Chi-square Test: Chi-square test is a technique to determine the relationship between the categorical variables. Moreover, the chi-square value is calculated between each feature and the target variable as a result, the desired number of features with the best chi-square value is selected.
For feature selection, Fisher’s score is one of the popular techniques. It returns the rank of the variable on the fisher’s criteria in descending order. After that, we can select the variables with a large fisher’s score.
Missing Value Ratio:
The value of the missing value ratio can be used for evaluating the feature set against the threshold value. In addition, the formula for obtaining the missing value ratio is the number of missing values in each column divided by the total number of observations.
3. Embedded Methods
Embedded methods combined the advantages of both filter and wrapper methods by considering the interaction of features along with low computational cost. These are fast processing methods similar to the filter method but more accurate than the filter method.
These methods are also iterative, which evaluates each iteration, and optimally finds the most important features that contribute the most to training in a particular iteration. Similarly, some techniques of embedded methods are:
- Regularization– Regularization adds a penalty term to different parameters of the machine learning model for avoiding overfitting in the model. Hence, it shrinks some coefficients to zero. In addition, those features with zero coefficients can be remove from the dataset. The types of regularization techniques are L1 Regularization (Lasso Regularization) or Elastic Nets (L1 and L2 regularization).

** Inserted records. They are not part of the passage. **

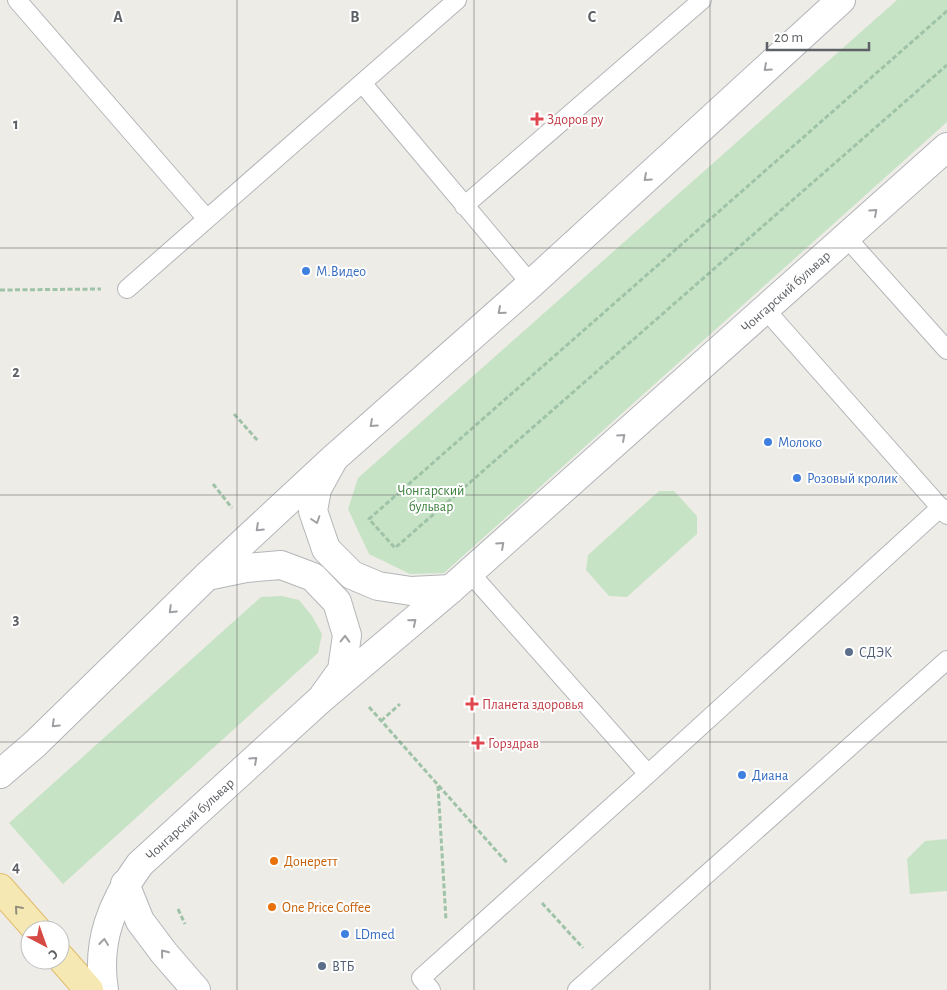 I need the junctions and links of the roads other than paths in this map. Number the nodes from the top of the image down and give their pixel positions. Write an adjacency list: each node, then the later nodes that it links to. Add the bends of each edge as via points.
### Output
1 (17, 0): 8 (lane)
2 (457, 0): 5 (lane)
3 (702, 0): 7 (lane)
4 (841, 0): 10 (main road, one-way to 10)
5 (362, 83): 7 (lane); 8 (lane)
6 (947, 147): 9 (main road, Чонгарский бульвар, one-way to 6)
7 (464, 206): 10 (lane)
8 (208, 218): 11 (lane)
9 (846, 237): 12 (main road, Чонгарский бульвар); 13 (lane)
10 (531, 284): 14 (main road, one-way to 14)
11 (127, 289)
12 (765, 309): 15 (lane); 17 (main road, Чонгарский бульвар, one-way to 12)
13 (947, 350)
14 (333, 459): 16 (main road, one-way to 16); 17 (main road, one-way to 17, via 317,489 313,511 326,548 352,575 378,586 411,591)
15 (944, 511): 21 (lane)
16 (207, 576): 19 (main road, one-way to 16, via 342,670 347,635 337,602 313,577 281,565); 20 (main road, one-way to 20, via 34,744)
17 (460, 581): 19 (main road, Чонгарский бульвар, one-way to 17); 21 (lane)
18 (947, 660): 30 (lane)
19 (322, 698): 22 (main road, Чонгарский бульвар, one-way to 19, via 140,864)
20 (1, 771)
21 (648, 774): 29 (lane, via 420,978)
22 (125, 884): 27 (main road, Чонгарский бульвар, one-way to 22, via 101,969 106,930); 28 (main road, one-way to 22, via 140,920)
23 (0, 888): 24 (main road, one-way to 23)
24 (28, 920)
25 (70, 968): 26 (main road)
26 (89, 990)
27 (104, 990)
28 (196, 990)
29 (432, 990)
30 (577, 990)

- Random Forest Importance – Different tree-based methods of feature selection help us with feature importance to provide a way of selecting features. In addition, feature importance specifies which feature has more importance in model building or has a great impact on the target variable. Random Forest is such a tree-based method, which is a type of bagging algorithm that aggregates a different number of decision trees. It automatically ranks the nodes by their performance or decrease in the impurity (Gini impurity) over all the trees.
In conclusion, in this blog, we learned why we need features selection techniques in machine learning. Happy Learning!